L'ORA DEL PASTO. Professione randonneurs

INIZIATIVE | 18/09/2015 | 07:48
Potrebbero sembrare i forzati del pedale o gli stacanovisti della sella. Potrebbero essere considerati gli irriducibili del fondello o i fanatici del chilometraggio. Potrebbero anche apparire come matti o come marziani. Invece sono soltanto dei sognatori a due ruote. Perché sognano, pedalando, a occhi aperti.

Sono i ciclisti a chilometraggio illimitato, sono i vagabondi delle strade secondarie, sono quelli delle mille e una miglia. “Randonneurs” e avventurieri, abitanti del giorno ed esploratori della notte, pendolari fra paralleli e meridiani. Quattordici di loro sono partiti ieri sera, giovedì 17, alle 19, da Nerviano (Milano), diretti a sud passando per località conosciute non solo per il pedalare, ma anche per il mangiare e bere: Fombio, Pieve di Coriano, Lugo, Vallombrosa, Chiusi, Bolsena – il punto più meridionale -, Rapolano terme, Staffoli e Castellania, con arrivo previsto a Milano Expo domenica 20 alle 16.30. Lungo il percorso – una novità – la rampa di Radicofani, una classica difficoltà anche per le celebri Mille Miglia a quattro ruote.
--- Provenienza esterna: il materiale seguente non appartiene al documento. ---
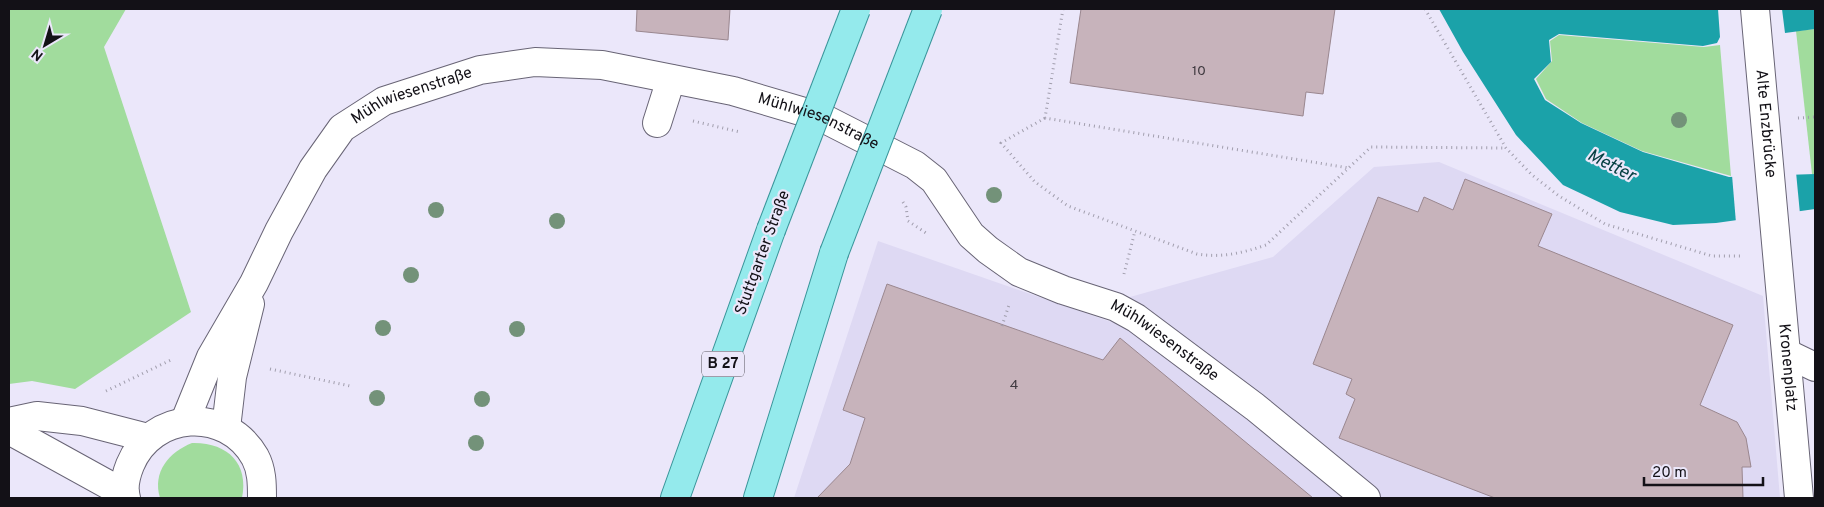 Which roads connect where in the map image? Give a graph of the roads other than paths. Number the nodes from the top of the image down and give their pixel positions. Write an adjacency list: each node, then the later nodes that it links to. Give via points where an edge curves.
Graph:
1 (856, 9): 18 (main road, Stuttgarter Straße / B 27, bridge, via 771,230)
2 (928, 9): 16 (main road, bridge, via 834,253)
3 (1755, 9): 6 (street, Alte Enzbrücke)
4 (671, 79): 5 (street); 7 (street, Mühlwiesenstraße, via 602,65 535,62 480,70 384,101 342,128 313,169); 19 (street, Mühlwiesenstraße, via 733,91 821,117 901,156 934,180 971,235 988,250 1019,272 1116,306 1136,318 1255,407)
5 (657, 123)
6 (1776, 247): 8 (street, Kronenplatz)
7 (254, 283): 10 (street, Mühlwiesenstraße, via 210,357); 12 (street, Mühlwiesenstraße, via 232,377)
8 (1788, 354): 9 (street); 20 (street, Kronenplatz)
9 (1815, 367)
10 (185, 421): 12 (street, via 206,422); 14 (street, via 165,426)
11 (9, 422): 14 (street, via 38,416 82,421)
12 (226, 428): 17 (street, via 243,441 255,458 262,478)
13 (9, 430): 15 (street)
14 (148, 438): 15 (street, via 132,460)
15 (125, 496)
16 (760, 496)
17 (262, 498)
18 (674, 498)
19 (1366, 498)
20 (1800, 498) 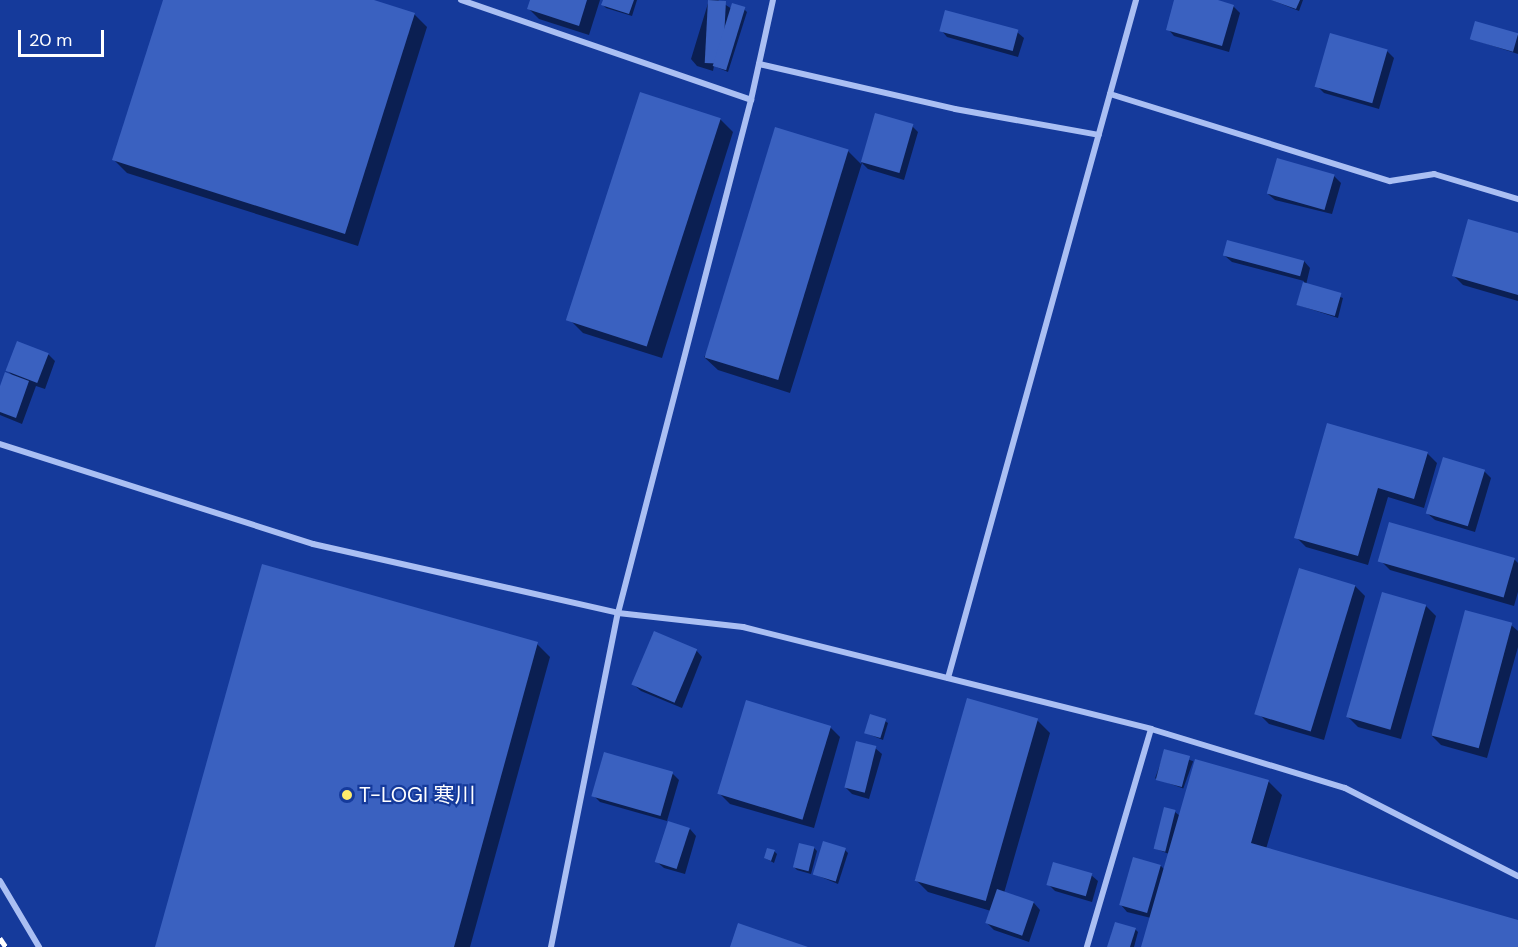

In tutto, 1600 chilometri alla scoperta delle ciclovie e delle enogastronomie: una sfida lenta, consapevole, ragionata, illuminata e illuminante, ancora rivoluzionaria, sempre ecosostenibile, fra le salite di Bartali e la casa di Coppi, fra i capperi della Rocca Estense e la patata di Santa Maria a Monte, l’anteprima di quello che sarà la 1001 miglia del prossimo anno con l’obiettivo di raggiungere la quota, e trasformarla in carica, di 600 partecipanti. Gente normale, a pane e acqua nel senso della purezza, ma doc e dop nel senso della qualità.

Fermo Rigamonti, la famiglia Morelli (quella del nonno Ambrogio, leggendario interprete del ciclismo eroico, secondo – da isolato – al Tour de France del 1936), e poi tutti, a cominciare dal sindaco Enrico Cozzi, si prodigano per questo modo di vivere la bicicletta al tempo, al ritmo, all’armonia, anche alla letteratura della bicicletta. Un’arte dell’incontro, mai dello scontro. Tant’è che è stata inevitabile e irresistibile prima l’attrazione, poi la complicità con altri cuori pedalanti, come quelli di Luca Bonechi (Audax Randonneur Italia) e Fabio Bardelli (Co.Mo.Do, Confederazione mobilità dolce).

Mille e una miglia: la risposta italiana alla Parigi-Brest-Parigi, alla Londra-Edimburgo-Londra e alla Madrid-Digione-Madrid. Con una caratteristica speciale: è l’unica, delle quattro, a non essere andata e ritorno, ma un circuito.